Stored data entries
☆ ☆ ☆ ☆ ☆ ☆ ☆
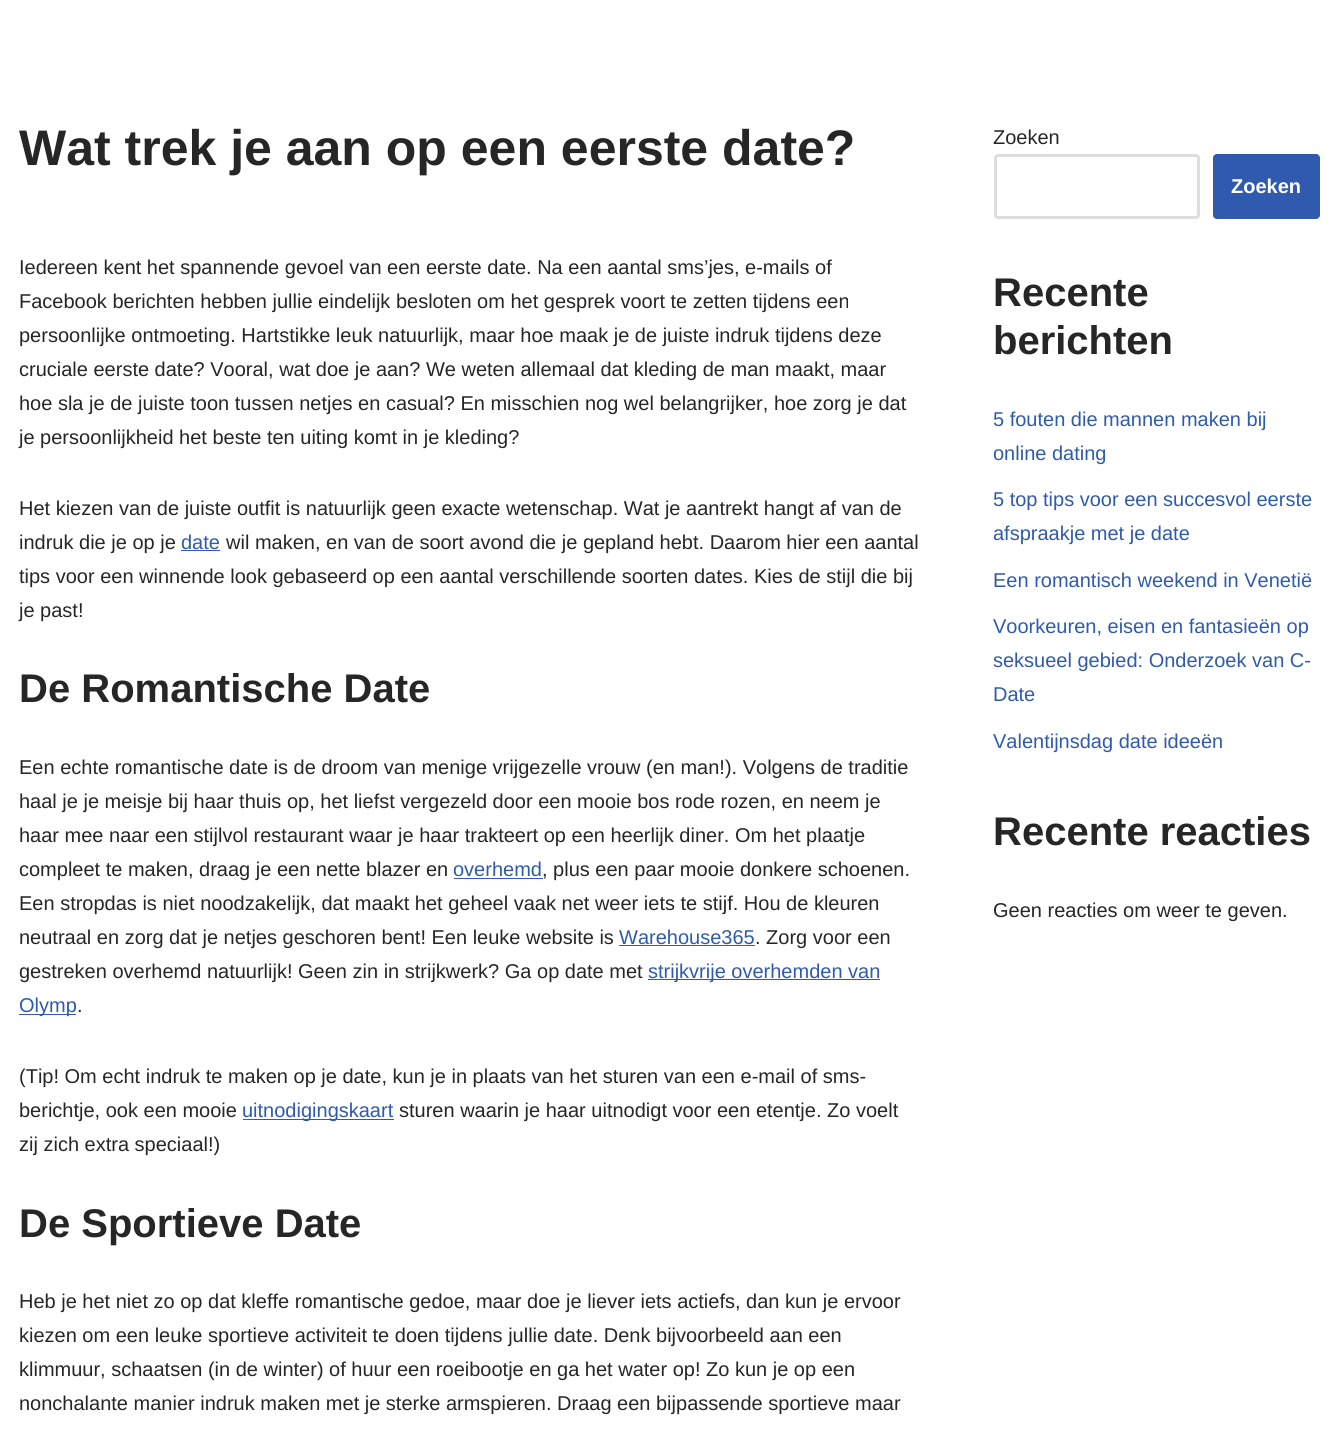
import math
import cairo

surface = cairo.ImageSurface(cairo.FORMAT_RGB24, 1338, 1435)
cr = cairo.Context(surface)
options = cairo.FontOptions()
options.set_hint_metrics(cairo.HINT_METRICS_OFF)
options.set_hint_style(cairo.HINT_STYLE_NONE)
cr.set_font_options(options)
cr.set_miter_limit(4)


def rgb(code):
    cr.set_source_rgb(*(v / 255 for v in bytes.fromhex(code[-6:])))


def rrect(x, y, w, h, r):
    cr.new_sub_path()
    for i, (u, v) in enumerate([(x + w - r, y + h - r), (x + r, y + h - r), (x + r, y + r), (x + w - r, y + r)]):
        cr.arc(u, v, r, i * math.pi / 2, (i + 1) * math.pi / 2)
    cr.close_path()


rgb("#ffffff")
cr.paint()
for x, y, w, h, color in [
    (181, 550, 39, 1, "#2f5aae"),
    (454, 878, 89, 1, "#2f5aae"),
    (619, 945, 136, 1, "#2f5aae"),
    (648, 979, 232, 1, "#2f5aae"),
    (19, 1014, 57, 1, "#2f5aae"),
    (243, 1119, 151, 1, "#2f5aae"),
]:
    rgb(color)
    cr.rectangle(x, y, w, h)
    cr.fill()
rrect(995.5, 155.5, 203, 62, 2.5)
rgb("#dddddd")
cr.set_line_width(3)
cr.stroke()
rgb("#2f5aae")
rrect(1213, 154, 107, 65, 4)
cr.fill()
cr.select_font_face("Liberation Sans", cairo.FONT_SLANT_NORMAL, cairo.FONT_WEIGHT_BOLD)
cr.set_font_size(50)
rgb("#272626")
cr.move_to(19, 165)
cr.show_text("Wat trek je aan op een eerste date?")
cr.select_font_face("Liberation Sans")
cr.set_font_size(20)
for x, y, s in [
    (19, 274, "Iedereen kent het spannende gevoel van een eerste date. Na een aantal sms’jes, e-mails of"),
    (19, 308, "Facebook berichten hebben jullie eindelijk besloten om het gesprek voort te zetten tijdens een"),
    (19, 342, "persoonlijke ontmoeting. Hartstikke leuk natuurlijk, maar hoe maak je de juiste indruk tijdens deze"),
    (19, 376, "cruciale eerste date? Vooral, wat doe je aan? We weten allemaal dat kleding de man maakt, maar"),
    (19, 410, "hoe sla je de juiste toon tussen netjes en casual? En misschien nog wel belangrijker, hoe zorg je dat"),
    (19, 444, "je persoonlijkheid het beste ten uiting komt in je kleding?"),
    (19, 515, "Het kiezen van de juiste outfit is natuurlijk geen exacte wetenschap. Wat je aantrekt hangt af van de"),
    (19, 549, "indruk die je op je"),
]:
    cr.move_to(x, y)
    cr.show_text(s)
rgb("#2f5aae")
cr.move_to(181, 549)
cr.show_text("date")
rgb("#272626")
for x, y, s in [
    (226, 549, "wil maken, en van de soort avond die je gepland hebt. Daarom hier een aantal"),
    (19, 583, "tips voor een winnende look gebaseerd op een aantal verschillende soorten dates. Kies de stijl die bij"),
    (19, 617, "je past!"),
]:
    cr.move_to(x, y)
    cr.show_text(s)
cr.select_font_face("Liberation Sans", cairo.FONT_SLANT_NORMAL, cairo.FONT_WEIGHT_BOLD)
cr.set_font_size(40)
cr.move_to(19, 702)
cr.show_text("De Romantische Date")
cr.select_font_face("Liberation Sans")
cr.set_font_size(20)
for x, y, s in [
    (19, 774, "Een echte romantische date is de droom van menige vrijgezelle vrouw (en man!). Volgens de traditie"),
    (19, 808, "haal je je meisje bij haar thuis op, het liefst vergezeld door een mooie bos rode rozen, en neem je"),
    (19, 842, "haar mee naar een stijlvol restaurant waar je haar trakteert op een heerlijk diner. Om het plaatje"),
    (19, 876, "compleet te maken, draag je een nette blazer en"),
]:
    cr.move_to(x, y)
    cr.show_text(s)
rgb("#2f5aae")
cr.move_to(453, 876)
cr.show_text("overhemd")
rgb("#272626")
for x, y, s in [
    (542, 876, ", plus een paar mooie donkere schoenen."),
    (19, 910, "Een stropdas is niet noodzakelijk, dat maakt het geheel vaak net weer iets te stijf. Hou de kleuren"),
    (19, 944, "neutraal en zorg dat je netjes geschoren bent! Een leuke website is"),
]:
    cr.move_to(x, y)
    cr.show_text(s)
rgb("#2f5aae")
cr.move_to(619, 944)
cr.show_text("Warehouse365")
rgb("#272626")
cr.move_to(755, 944)
cr.show_text(". Zorg voor een")
cr.move_to(19, 978)
cr.show_text("gestreken overhemd natuurlijk! Geen zin in strijkwerk? Ga op date met")
rgb("#2f5aae")
cr.move_to(648, 978)
cr.show_text("strijkvrije overhemden van")
cr.move_to(19, 1012)
cr.show_text("Olymp")
rgb("#272626")
for x, y, s in [
    (77, 1012, "."),
    (19, 1083, "(Tip! Om echt indruk te maken op je date, kun je in plaats van het sturen van een e-mail of sms-"),
    (19, 1117, "berichtje, ook een mooie"),
]:
    cr.move_to(x, y)
    cr.show_text(s)
rgb("#2f5aae")
cr.move_to(242, 1117)
cr.show_text("uitnodigingskaart")
rgb("#272626")
cr.move_to(399, 1117)
cr.show_text("sturen waarin je haar uitnodigt voor een etentje. Zo voelt")
cr.move_to(19, 1151)
cr.show_text("zij zich extra speciaal!)")
cr.select_font_face("Liberation Sans", cairo.FONT_SLANT_NORMAL, cairo.FONT_WEIGHT_BOLD)
cr.set_font_size(40)
cr.move_to(19, 1237)
cr.show_text("De Sportieve Date")
cr.select_font_face("Liberation Sans")
cr.set_font_size(20)
for x, y, s in [
    (19, 1308, "Heb je het niet zo op dat kleffe romantische gedoe, maar doe je liever iets actiefs, dan kun je ervoor"),
    (19, 1342, "kiezen om een leuke sportieve activiteit te doen tijdens jullie date. Denk bijvoorbeeld aan een"),
    (19, 1376, "klimmuur, schaatsen (in de winter) of huur een roeibootje en ga het water op! Zo kun je op een"),
    (19, 1410, "nonchalante manier indruk maken met je sterke armspieren. Draag een bijpassende sportieve maar"),
    (993, 144, "Zoeken"),
]:
    cr.move_to(x, y)
    cr.show_text(s)
cr.select_font_face("Liberation Sans", cairo.FONT_SLANT_NORMAL, cairo.FONT_WEIGHT_BOLD)
rgb("#ffffff")
cr.move_to(1231, 193)
cr.show_text("Zoeken")
cr.set_font_size(40)
rgb("#272626")
cr.move_to(993, 306)
cr.show_text("Recente")
cr.move_to(993, 354)
cr.show_text("berichten")
cr.select_font_face("Liberation Sans")
cr.set_font_size(20)
rgb("#2f5aae")
for x, y, s in [
    (993, 426, "5 fouten die mannen maken bij"),
    (993, 460, "online dating"),
    (993, 506, "5 top tips voor een succesvol eerste"),
    (993, 540, "afspraakje met je date"),
    (993, 587, "Een romantisch weekend in Venetië"),
    (993, 633, "Voorkeuren, eisen en fantasieën op"),
    (993, 667, "seksueel gebied: Onderzoek van C-"),
    (993, 701, "Date"),
    (993, 748, "Valentijnsdag date ideeën"),
]:
    cr.move_to(x, y)
    cr.show_text(s)
cr.select_font_face("Liberation Sans", cairo.FONT_SLANT_NORMAL, cairo.FONT_WEIGHT_BOLD)
cr.set_font_size(40)
rgb("#272626")
cr.move_to(993, 845)
cr.show_text("Recente reacties")
cr.select_font_face("Liberation Sans")
cr.set_font_size(20)
cr.move_to(993, 917)
cr.show_text("Geen reacties om weer te geven.")
surface.write_to_png("page.png")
☆ ☆ ☆ ☆ ☆ ☆ ☆
== WHAT TO PRODUCE ==
Print the lines above from the one with "cr.move_to(619, 944)" through the one with "om een leuke", both included, exactly as written and nothing more.

== RESULT OF THE TASK ==
cr.move_to(619, 944)
cr.show_text("Warehouse365")
rgb("#272626")
cr.move_to(755, 944)
cr.show_text(". Zorg voor een")
cr.move_to(19, 978)
cr.show_text("gestreken overhemd natuurlijk! Geen zin in strijkwerk? Ga op date met")
rgb("#2f5aae")
cr.move_to(648, 978)
cr.show_text("strijkvrije overhemden van")
cr.move_to(19, 1012)
cr.show_text("Olymp")
rgb("#272626")
for x, y, s in [
    (77, 1012, "."),
    (19, 1083, "(Tip! Om echt indruk te maken op je date, kun je in plaats van het sturen van een e-mail of sms-"),
    (19, 1117, "berichtje, ook een mooie"),
]:
    cr.move_to(x, y)
    cr.show_text(s)
rgb("#2f5aae")
cr.move_to(242, 1117)
cr.show_text("uitnodigingskaart")
rgb("#272626")
cr.move_to(399, 1117)
cr.show_text("sturen waarin je haar uitnodigt voor een etentje. Zo voelt")
cr.move_to(19, 1151)
cr.show_text("zij zich extra speciaal!)")
cr.select_font_face("Liberation Sans", cairo.FONT_SLANT_NORMAL, cairo.FONT_WEIGHT_BOLD)
cr.set_font_size(40)
cr.move_to(19, 1237)
cr.show_text("De Sportieve Date")
cr.select_font_face("Liberation Sans")
cr.set_font_size(20)
for x, y, s in [
    (19, 1308, "Heb je het niet zo op dat kleffe romantische gedoe, maar doe je liever iets actiefs, dan kun je ervoor"),
    (19, 1342, "kiezen om een leuke sportieve activiteit te doen tijdens jullie date. Denk bijvoorbeeld aan een"),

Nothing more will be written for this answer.